It is often not clear which land use categories emissions from shifting agriculture cycles are allocated to in NGHGIs, as this distinction is not required by the IPCC guidelines (IPCC, 2019). Following Curtis et al. (2018), shifting agriculture landscapes are defined as “small- to medium-scale forest and shrubland conversion for agriculture that is later abandoned and followed by subsequent forest regrowth”. To highlight the sensitivity of how emissions from shifting agricultural landscapes are estimated, we created two scenarios for our emissions reclassification. In one scenario, we calculated the maximum emissions from deforestation by including all emissions from the loss of both primary and secondary forests within shifting agriculture landscapes; therefore, no emissions from shifting agriculture are considered to occur in forest remaining forest.

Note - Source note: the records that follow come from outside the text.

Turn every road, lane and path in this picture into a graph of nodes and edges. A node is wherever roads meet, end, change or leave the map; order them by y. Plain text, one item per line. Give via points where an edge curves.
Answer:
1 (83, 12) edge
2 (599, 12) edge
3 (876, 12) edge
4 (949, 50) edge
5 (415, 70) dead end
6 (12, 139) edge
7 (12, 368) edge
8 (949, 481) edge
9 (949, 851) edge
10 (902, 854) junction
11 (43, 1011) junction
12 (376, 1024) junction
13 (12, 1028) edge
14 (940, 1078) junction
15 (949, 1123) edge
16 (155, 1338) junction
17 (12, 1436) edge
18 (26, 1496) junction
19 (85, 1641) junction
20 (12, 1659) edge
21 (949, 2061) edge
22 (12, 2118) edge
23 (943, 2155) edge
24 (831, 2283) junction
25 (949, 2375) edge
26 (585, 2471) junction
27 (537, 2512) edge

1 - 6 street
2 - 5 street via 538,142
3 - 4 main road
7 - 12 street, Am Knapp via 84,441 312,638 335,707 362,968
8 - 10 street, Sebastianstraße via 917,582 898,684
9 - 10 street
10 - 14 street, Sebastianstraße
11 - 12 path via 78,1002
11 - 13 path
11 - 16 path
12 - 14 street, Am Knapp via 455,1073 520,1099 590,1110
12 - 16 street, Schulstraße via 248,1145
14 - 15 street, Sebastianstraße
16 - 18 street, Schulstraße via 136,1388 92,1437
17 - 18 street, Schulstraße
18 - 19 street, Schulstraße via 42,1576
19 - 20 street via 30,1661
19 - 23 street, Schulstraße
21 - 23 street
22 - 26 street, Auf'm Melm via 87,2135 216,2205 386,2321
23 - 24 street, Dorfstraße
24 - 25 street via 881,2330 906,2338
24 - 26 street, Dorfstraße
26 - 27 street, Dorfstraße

In the other scenario, we calculated the maximum emissions from managed forest land by including emissions from the loss of secondary forests in shifting agriculture landscapes in the anthropogenic forest land flux. This transferred a subset of emissions considered to be deforestation under the alternative scenario to forest land. The remaining emissions from loss of intact/primary forests due to shifting agriculture were still considered deforestation emissions, as described above. The two scenarios do not change the total net anthropogenic forest flux (fluxes from forest land plus deforestation), as the same emissions are assigned to either category. In both scenarios, emissions from the loss of intact/primary forests due to shifting agriculture were always classified as deforestation because we considered them to arise from a permanent change from forest to a non-forest land use.

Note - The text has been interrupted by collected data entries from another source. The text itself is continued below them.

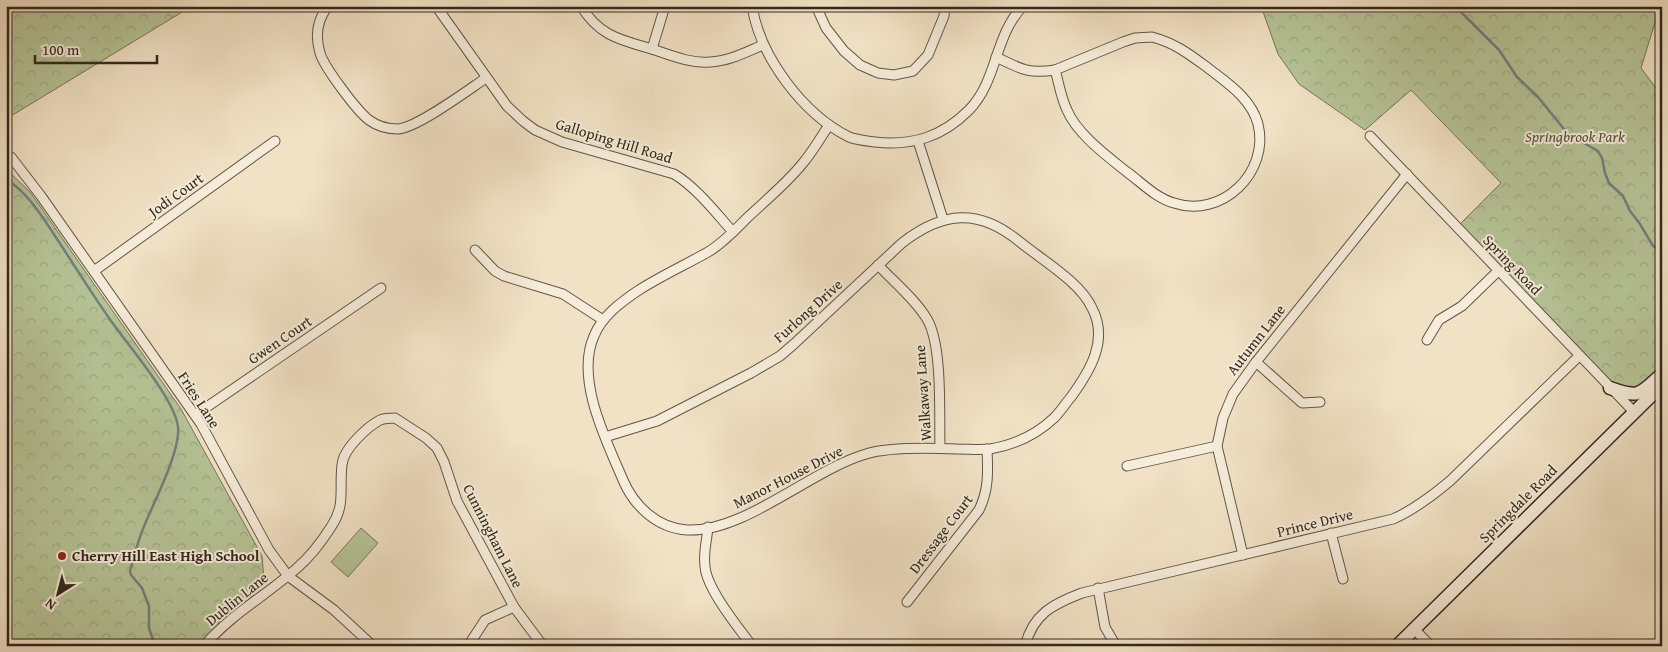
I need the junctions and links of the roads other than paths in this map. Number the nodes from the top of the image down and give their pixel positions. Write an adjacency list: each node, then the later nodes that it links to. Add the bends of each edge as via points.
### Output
1 (328, 6): 13 (street, via 319,21 320,54 363,114 382,127 406,128)
2 (436, 6): 13 (street, Galloping Hill Road)
3 (581, 6): 10 (street, via 588,18 611,37)
4 (664, 6): 10 (street)
5 (752, 6): 9 (street)
6 (816, 6): 7 (street, via 826,28 844,51 860,65 878,73 894,75 913,71 928,54)
7 (946, 6)
8 (1023, 6): 11 (street, via 1009,22)
9 (763, 45): 10 (street, via 708,63); 14 (street, via 794,92)
10 (652, 49)
11 (996, 57): 12 (street, via 1038,73); 17 (street, via 990,76 970,109 953,124)
12 (1055, 70): 12 (street, via 1135,38 1152,37 1177,46 1246,100 1258,124 1260,147 1254,166 1233,194 1218,202 1186,206 1160,198 1081,132 1066,110)
13 (486, 78): 21 (street, Galloping Hill Road, via 512,111 550,138 665,170 683,179)
14 (829, 125): 17 (street, via 864,140 893,144); 21 (street, Manor House Drive, via 788,180)
15 (1370, 136): 19 (street, Spring Road)
16 (275, 141): 24 (street, Jodi Court)
17 (918, 141): 20 (street)
18 (11, 157): 24 (street, Fries Lane)
19 (1407, 174): 25 (street, Spring Road); 30 (street, Autumn Lane)
20 (943, 219): 23 (street, Furlong Drive, via 920,229); 40 (street, Manor House Drive, via 981,220 1010,233 1083,294 1099,325 1098,345 1089,373 1055,417 1026,438)
21 (733, 232): 27 (street, Manor House Drive, via 710,251 640,289)
22 (475, 250): 27 (street, via 504,276 563,294)
23 (878, 265): 37 (street, Furlong Drive, via 780,356 658,420); 39 (street, Walkaway Lane, via 919,308 933,333 938,364)
24 (94, 270): 36 (street, Fries Lane)
25 (1498, 271): 28 (street, via 1462,306 1439,320); 29 (street, Spring Road)
26 (381, 288): 36 (street, Gwen Court)
27 (603, 320): 37 (street, Manor House Drive, via 590,349 588,374)
28 (1426, 340)
29 (1579, 356): 33 (street, Spring Road); 43 (street, Prince Drive, via 1430,498 1393,519)
30 (1256, 362): 34 (street, via 1302,403); 38 (street, Autumn Lane, via 1233,394)
31 (1662, 374): 33 (main road, via 1634,395)
32 (1662, 385): 35 (main road, Springdale Road)
33 (1610, 388): 35 (street, Spring Road)
34 (1320, 402)
35 (1634, 412): 50 (main road, Springdale Road)
36 (195, 415): 45 (street, Fries Lane, via 269,550)
37 (604, 437): 42 (street, Manor House Drive, via 626,486 645,512 658,522 685,530)
38 (1217, 446): 41 (street); 44 (street, Autumn Lane)
39 (940, 448): 40 (street, Manor House Drive); 42 (street, Manor House Drive, via 867,453 735,520)
40 (987, 449): 48 (street, Dressage Court, via 988,481 979,510)
41 (1127, 466)
42 (708, 527): 55 (street, via 706,574 728,614)
43 (1331, 533): 44 (street, Prince Drive); 46 (street)
44 (1243, 555): 47 (street, Prince Drive)
45 (288, 576): 49 (street, Cunningham Lane, via 307,558 340,510 342,464 350,447 365,430 382,420 395,418 437,448 457,502); 51 (street, Dublin Lane, via 244,608); 52 (street, Fries Lane, via 334,610)
46 (1343, 579)
47 (1098, 588): 56 (street, Prince Drive, via 1058,602 1046,610 1031,629); 57 (street, via 1105,627)
48 (907, 602)
49 (514, 607): 53 (street, via 485,620); 54 (street, Cunningham Lane)
50 (1414, 629): 58 (main road, Springdale Road); 59 (street)
51 (204, 646)
52 (373, 646)
53 (468, 646)
54 (543, 646)
55 (752, 646)
56 (1025, 646)
57 (1116, 646)
58 (1397, 646)
59 (1431, 646)

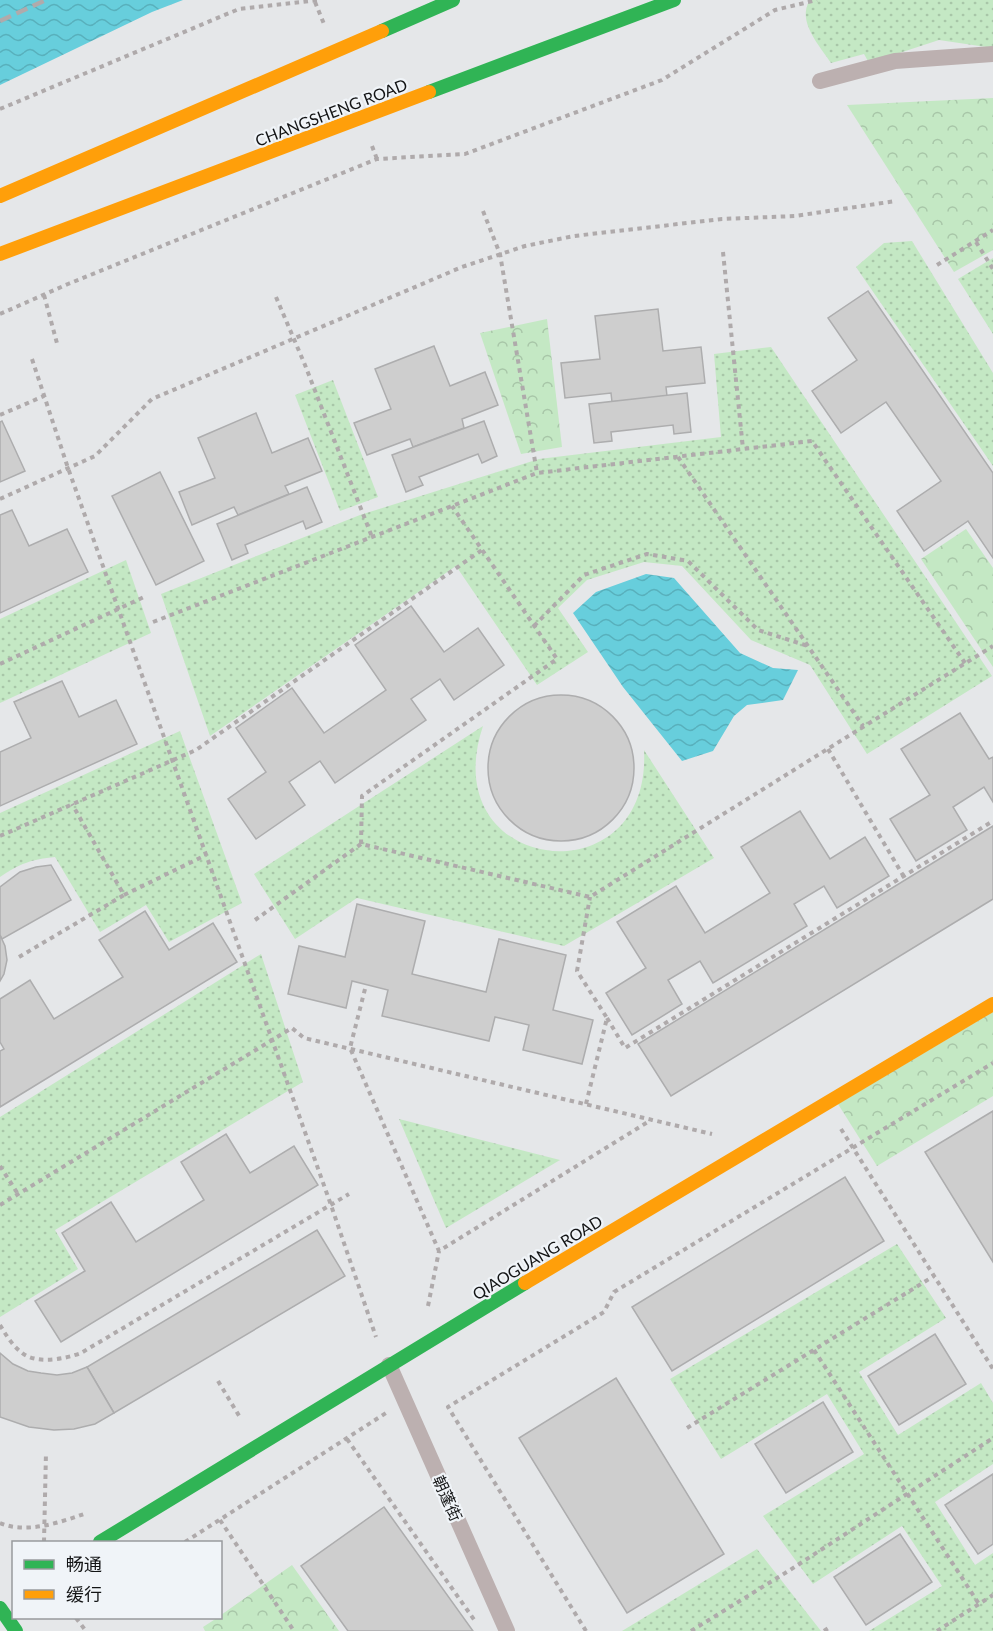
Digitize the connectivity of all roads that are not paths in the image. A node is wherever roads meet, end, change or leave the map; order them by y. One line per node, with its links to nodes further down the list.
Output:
1 (453, 0): 5 (main road)
2 (674, 0): 6 (main road, CHANGSHENG ROAD)
3 (993, 54): 4 (lane)
4 (820, 81)
5 (0, 196)
6 (0, 254)
7 (993, 1004): 8 (main road, QIAOGUANG ROAD)
8 (389, 1365): 9 (main road, QIAOGUANG ROAD); 12 (lane, 朝蓬街)
9 (102, 1541)
10 (2, 1604): 11 (main road)
11 (16, 1631)
12 (507, 1631)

2.3.3 Reclassifying gross removals

In the third step (bottom rows in Table 3), we partitioned carbon removals occurring on forest land as either anthropogenic or non-anthropogenic. No forest carbon removals were included in deforested land; any removals in pixels with tree cover loss were assigned to either anthropogenic forest land removals or non-anthropogenic forest removals, as described below. As NGHGIs do not treat removals uniformly, we used the three managed land proxy cases to align GFW flux model removal estimates with how countries report removals in their NGHGIs (Fig. 2).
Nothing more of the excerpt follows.